LCME Element 6.1: Program and Learning Objectives

Element 6.1: Program and Learning Objectives

June 13, 2023

LCME Element 6.1 – Program and Learning Objectives

The faculty of a medical school defines its medical education program objectives in outcome-based terms that allow the assessment of medical students’ progress in developing the competencies that the profession and the public expect of a physician. The medical school makes these medical education program objectives known to all medical students and faculty. In addition, the medical school ensures that the learning objectives for each required learning experience (e.g., course, clerkship) are made known to all medical students and those faculty, residents, and others with teaching and assessment responsibilities in those required experiences.

Hidden Curriculum

Element 6.1 is one of those foundational elements on which so many other elements are dependent, most especially Element 8.4: Evaluation of Educational Programs.  Element 6.1 demands more than just the adoption of nicely worded competencies and program objectives.  It requires that every program objective is stated in clear, specific, and measurable terms.  Compliance with this element means a well-defined, evidence-supported connection between program objective, assessment, and outcome.  Yes, every program objective requires an assessment to enable leadership to make outcome determinations, both at the individual and cohort level. 

The dissemination of competencies and program objectives is another important piece of this element, which can get overshadowed by the data-driven requirements.  Medical education is complex, fast-moving, and rigorous; and it requires a host of stakeholders to bring it to fruition, including the students themselves.  Medical students, faculty, residents, and any other professional with teaching and assessment responsibilities must have a documented understanding of the program objectives to guide their daily efforts (see also Element 9.1: Preparation of Resident and Non-Faculty). 

Best Practices

Within the Data Collection Instrument (DCI), schools are asked to complete a chart to organize the multitude of information associated with this element.  Consider completing this chart well before a site visit, using it as the canonical source to guide assessment development, data collection, and program evaluation schedules.  In fact, the chart can serve as an effective communication tool to the many parties that play a role in the medical education journey.  

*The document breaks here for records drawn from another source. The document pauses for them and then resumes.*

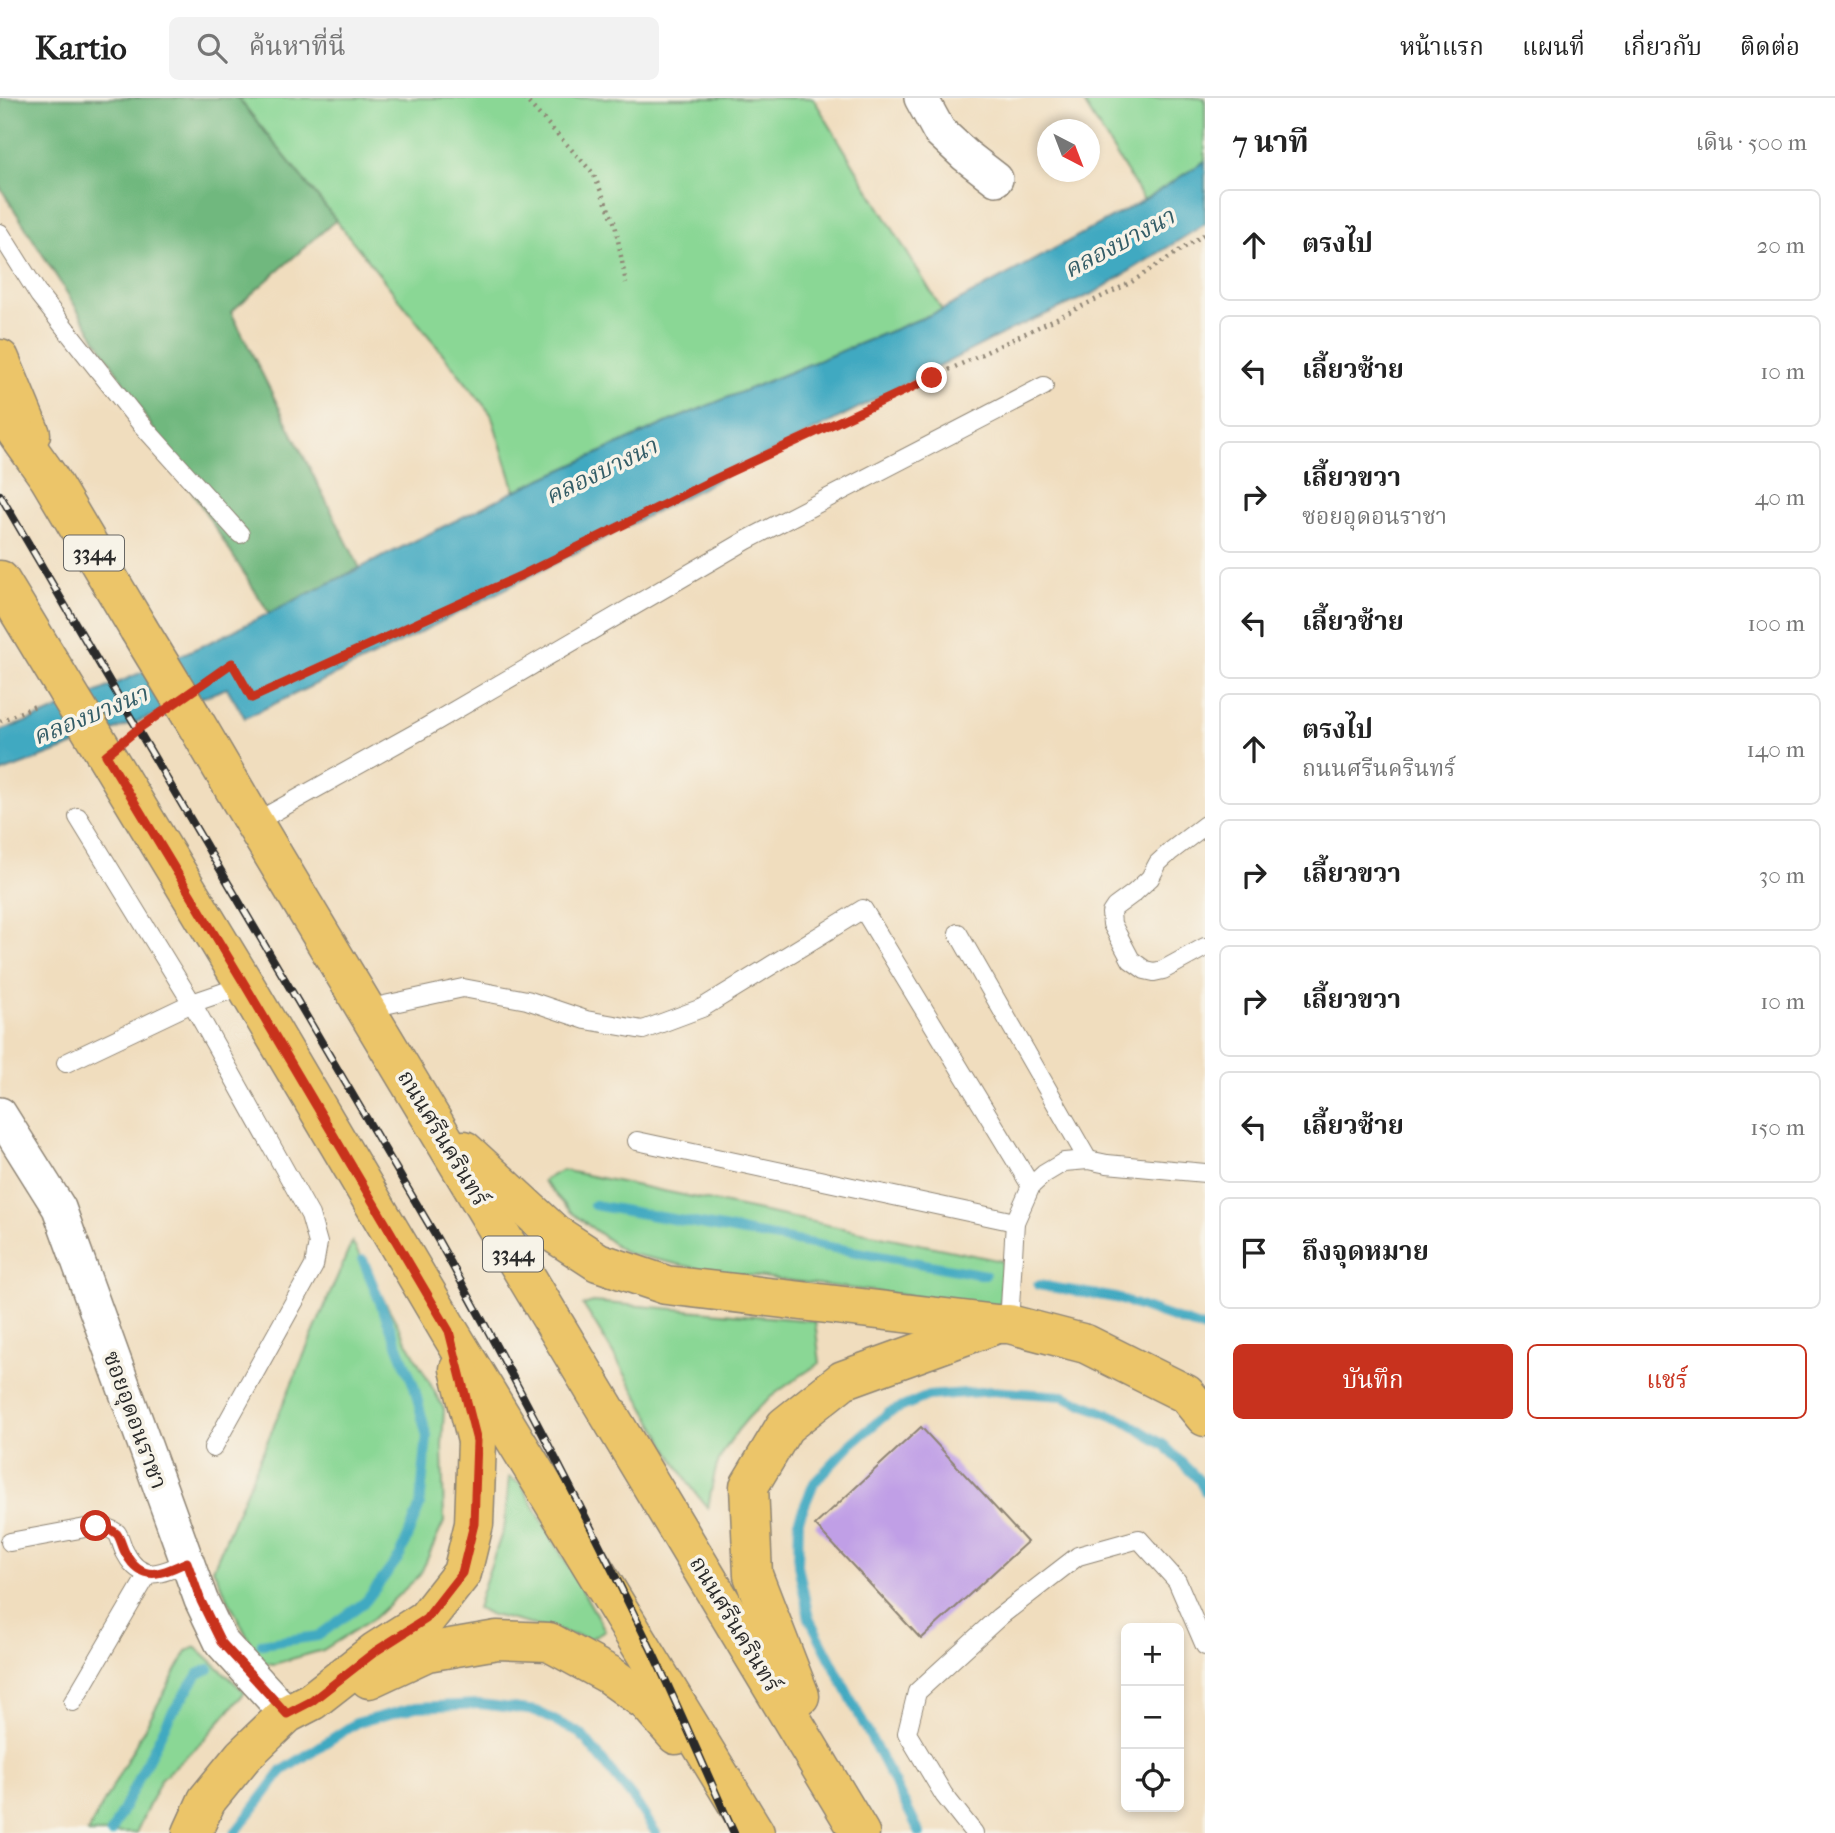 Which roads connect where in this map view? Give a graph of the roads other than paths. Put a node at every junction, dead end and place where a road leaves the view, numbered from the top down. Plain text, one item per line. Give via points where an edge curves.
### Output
1 (921, 98) edge
2 (996, 179) dead end
3 (0, 233) edge
4 (0, 359) edge
5 (1044, 386) dead end
6 (0, 409) edge
7 (49, 478) junction
8 (240, 534) dead end
9 (0, 580) edge
10 (78, 817) dead end
11 (254, 823) junction
12 (1205, 825) edge
13 (958, 933) dead end
14 (1205, 947) edge
15 (245, 985) junction
16 (192, 1003) junction
17 (366, 1009) junction
18 (65, 1063) dead end
19 (0, 1114) edge
20 (431, 1119) junction
21 (637, 1141) dead end
22 (1088, 1160) junction
23 (1205, 1173) edge
24 (1031, 1186) junction
25 (1015, 1222) junction
26 (1003, 1324) junction
27 (449, 1331) junction
28 (1205, 1417) edge
29 (213, 1447) dead end
30 (10, 1542) dead end
31 (187, 1562) junction
32 (148, 1574) junction
33 (1205, 1646) edge
34 (73, 1702) dead end
35 (299, 1707) junction
36 (835, 1790) junction
37 (735, 1801) junction
38 (192, 1833) edge
39 (755, 1833) edge
40 (860, 1833) edge
41 (974, 1833) edge

1 - 2 street via 939,131
3 - 8 lane via 39,295 132,413
4 - 7 main road, ถนนศรีนครินทร์ / 3344
5 - 11 lane via 747,540
6 - 7 main road, ถนนศรีนครินทร์ / 3344
7 - 11 main road, ถนนศรีนครินทร์ / 3344, bridge
9 - 15 main road
10 - 16 lane
11 - 17 main road, ถนนศรีนครินทร์ / 3344
12 - 14 lane via 1158,863 1150,878 1111,913 1131,960 1145,970 1163,970
13 - 22 lane
15 - 16 lane
15 - 27 main road
16 - 18 lane
16 - 29 lane via 310,1215 318,1243 314,1266
17 - 20 main road, ถนนศรีนครินทร์ / 3344
17 - 24 lane via 463,988 643,1030 702,1008 863,909
19 - 31 street, ซอยอุดอนราชา via 59,1208
20 - 26 main road via 555,1234 598,1262 666,1285
20 - 36 main road, ถนนศรีนครินทร์ / 3344
21 - 25 lane
22 - 23 lane
22 - 24 lane via 1064,1162
24 - 25 lane
25 - 26 lane
26 - 28 main road via 1086,1344 1186,1394
26 - 36 main road via 843,1380 785,1426 749,1486 754,1575
27 - 35 main road via 477,1441 474,1524 462,1573 426,1619
27 - 37 main road
30 - 32 lane via 96,1526 108,1528 117,1534 135,1566
31 - 32 lane via 164,1573
31 - 35 street, ซอยอุดอนราชา via 221,1642
32 - 34 lane
33 - 41 lane via 1177,1581 1139,1539 1078,1556 999,1617 917,1692 907,1733
35 - 37 main road via 427,1652 497,1640 549,1642 608,1674 647,1702
35 - 38 main road via 243,1756 206,1800
36 - 40 main road, ถนนศรีนครินทร์ / 3344
37 - 39 main road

A measure without a benchmark becomes data without context.  Make your data collection efforts count by identifying standards against which to make outcome determinations.  Standardized exams, AAMC questionnaires, and residency match rates all lend themselves to benchmarking because they provide national data.  However, a program must put extra thought into benchmarking for its home-grown assessments and course pass rates.  Standard-setting efforts and longitudinal data collection are key to establishing internal standards.  Invest in the systems and people to orchestrate and synthesize these data.    

The 2024-25 DCI now includes a chart to capture Independent Student Analysis (ISA) results on “satisfaction with the utility of the educational program objectives to support learning.”  While previous DCIs have inquired about the process of the dissemination of program objectives, they did not dig into student perceptions about them.  The revised 2024-25 DCI not only asks for ISA data, but also requires a narrative summary of students’ perception.  This is a new quantitative and qualitative dimension that schools must manage, and they should consider incorporating such questions into internal, annual surveys.

Develop a dissemination plan that is executed through multiple modalities and captures annual attestations, particularly for residents and students.  Learning management systems for courses should clearly post competencies, program objectives, and assessments as a standard feature.  A school’s website should also publicize the information – a helpful resource for programs with distributed campuses.  Annual residency onboarding and retreats should incorporate digital acknowledgement of this information.  Moreover, departments should dedicate an annual meeting to reviewing objectives and aggregated data, allowing faculty members to see the connection between their teaching and educational outcomes.

Continuous Quality Improvement

Element 8.4: Evaluation of Educational Programs is a best friend to Element 6.1.  Element 8.4 is the vehicle for continuous quality improvement (CQI) whereas Element 6.1 is the map.  CQI is designed to ask tough questions by examining data on a regular basis, and these elements are at the heart of it.  Faculty should be able to review data and answer questions like: Are students achieving our program objectives? Are we fulfilling our duty as faculty by adequately teaching and assessing students in preparation for a demanding career? How are we performing in comparison to national data or peer institutions? 

The more critical part of CQI is developing action plans when outcomes are determined to be less than desirable.  These elements are designed to prevent programs from becoming complacent and simply maintaining a status quo.  Investing in the resources, both software and staff, to orchestrate curriculum mapping and data collection aids in this process.  The cautionary tale is that data are data.  The medical school leadership must be dedicated to acting on their internal findings to ensure the medical education program continues to evolve and improve the medical students’ educational experiences.